• [What is expected]:
Could you reproduce every record below exactly as it stands?

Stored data
----

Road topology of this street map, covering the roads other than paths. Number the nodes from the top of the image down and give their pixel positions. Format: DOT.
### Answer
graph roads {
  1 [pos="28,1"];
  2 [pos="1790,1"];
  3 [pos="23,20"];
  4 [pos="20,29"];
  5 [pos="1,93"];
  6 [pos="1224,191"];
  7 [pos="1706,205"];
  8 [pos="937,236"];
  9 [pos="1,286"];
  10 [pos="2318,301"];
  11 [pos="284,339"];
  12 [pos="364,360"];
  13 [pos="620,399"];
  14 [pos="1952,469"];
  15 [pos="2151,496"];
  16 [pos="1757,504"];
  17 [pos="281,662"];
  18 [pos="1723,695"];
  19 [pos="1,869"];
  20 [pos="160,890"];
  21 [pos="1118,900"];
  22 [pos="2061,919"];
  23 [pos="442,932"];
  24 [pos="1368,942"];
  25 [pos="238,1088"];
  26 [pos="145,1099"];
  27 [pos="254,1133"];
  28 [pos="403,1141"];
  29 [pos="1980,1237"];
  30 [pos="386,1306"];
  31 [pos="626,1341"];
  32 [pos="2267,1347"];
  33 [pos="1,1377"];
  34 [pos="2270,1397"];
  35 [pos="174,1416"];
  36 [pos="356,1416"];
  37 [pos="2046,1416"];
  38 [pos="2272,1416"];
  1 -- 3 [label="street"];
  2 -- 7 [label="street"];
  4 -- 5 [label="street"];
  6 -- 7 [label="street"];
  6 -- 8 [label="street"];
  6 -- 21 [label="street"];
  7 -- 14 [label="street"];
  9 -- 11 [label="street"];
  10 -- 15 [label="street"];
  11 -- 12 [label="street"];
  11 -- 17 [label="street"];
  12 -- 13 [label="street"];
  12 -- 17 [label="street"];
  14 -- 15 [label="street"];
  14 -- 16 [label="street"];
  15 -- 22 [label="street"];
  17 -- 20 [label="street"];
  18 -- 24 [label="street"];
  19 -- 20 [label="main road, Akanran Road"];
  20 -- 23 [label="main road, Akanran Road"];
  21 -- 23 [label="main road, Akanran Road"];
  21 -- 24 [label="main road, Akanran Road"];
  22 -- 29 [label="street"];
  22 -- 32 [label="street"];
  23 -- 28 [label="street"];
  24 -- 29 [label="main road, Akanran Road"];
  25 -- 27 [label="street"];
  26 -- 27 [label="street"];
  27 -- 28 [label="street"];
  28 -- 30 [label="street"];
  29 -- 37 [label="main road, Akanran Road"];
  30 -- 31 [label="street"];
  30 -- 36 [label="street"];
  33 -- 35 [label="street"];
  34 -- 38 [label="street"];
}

----

• [Completed task]:
Road topology of this street map, covering the roads other than paths. Number the nodes from the top of the image down and give their pixel positions. Format: DOT.
### Answer
graph roads {
  1 [pos="28,1"];
  2 [pos="1790,1"];
  3 [pos="23,20"];
  4 [pos="20,29"];
  5 [pos="1,93"];
  6 [pos="1224,191"];
  7 [pos="1706,205"];
  8 [pos="937,236"];
  9 [pos="1,286"];
  10 [pos="2318,301"];
  11 [pos="284,339"];
  12 [pos="364,360"];
  13 [pos="620,399"];
  14 [pos="1952,469"];
  15 [pos="2151,496"];
  16 [pos="1757,504"];
  17 [pos="281,662"];
  18 [pos="1723,695"];
  19 [pos="1,869"];
  20 [pos="160,890"];
  21 [pos="1118,900"];
  22 [pos="2061,919"];
  23 [pos="442,932"];
  24 [pos="1368,942"];
  25 [pos="238,1088"];
  26 [pos="145,1099"];
  27 [pos="254,1133"];
  28 [pos="403,1141"];
  29 [pos="1980,1237"];
  30 [pos="386,1306"];
  31 [pos="626,1341"];
  32 [pos="2267,1347"];
  33 [pos="1,1377"];
  34 [pos="2270,1397"];
  35 [pos="174,1416"];
  36 [pos="356,1416"];
  37 [pos="2046,1416"];
  38 [pos="2272,1416"];
  1 -- 3 [label="street"];
  2 -- 7 [label="street"];
  4 -- 5 [label="street"];
  6 -- 7 [label="street"];
  6 -- 8 [label="street"];
  6 -- 21 [label="street"];
  7 -- 14 [label="street"];
  9 -- 11 [label="street"];
  10 -- 15 [label="street"];
  11 -- 12 [label="street"];
  11 -- 17 [label="street"];
  12 -- 13 [label="street"];
  12 -- 17 [label="street"];
  14 -- 15 [label="street"];
  14 -- 16 [label="street"];
  15 -- 22 [label="street"];
  17 -- 20 [label="street"];
  18 -- 24 [label="street"];
  19 -- 20 [label="main road, Akanran Road"];
  20 -- 23 [label="main road, Akanran Road"];
  21 -- 23 [label="main road, Akanran Road"];
  21 -- 24 [label="main road, Akanran Road"];
  22 -- 29 [label="street"];
  22 -- 32 [label="street"];
  23 -- 28 [label="street"];
  24 -- 29 [label="main road, Akanran Road"];
  25 -- 27 [label="street"];
  26 -- 27 [label="street"];
  27 -- 28 [label="street"];
  28 -- 30 [label="street"];
  29 -- 37 [label="main road, Akanran Road"];
  30 -- 31 [label="street"];
  30 -- 36 [label="street"];
  33 -- 35 [label="street"];
  34 -- 38 [label="street"];
}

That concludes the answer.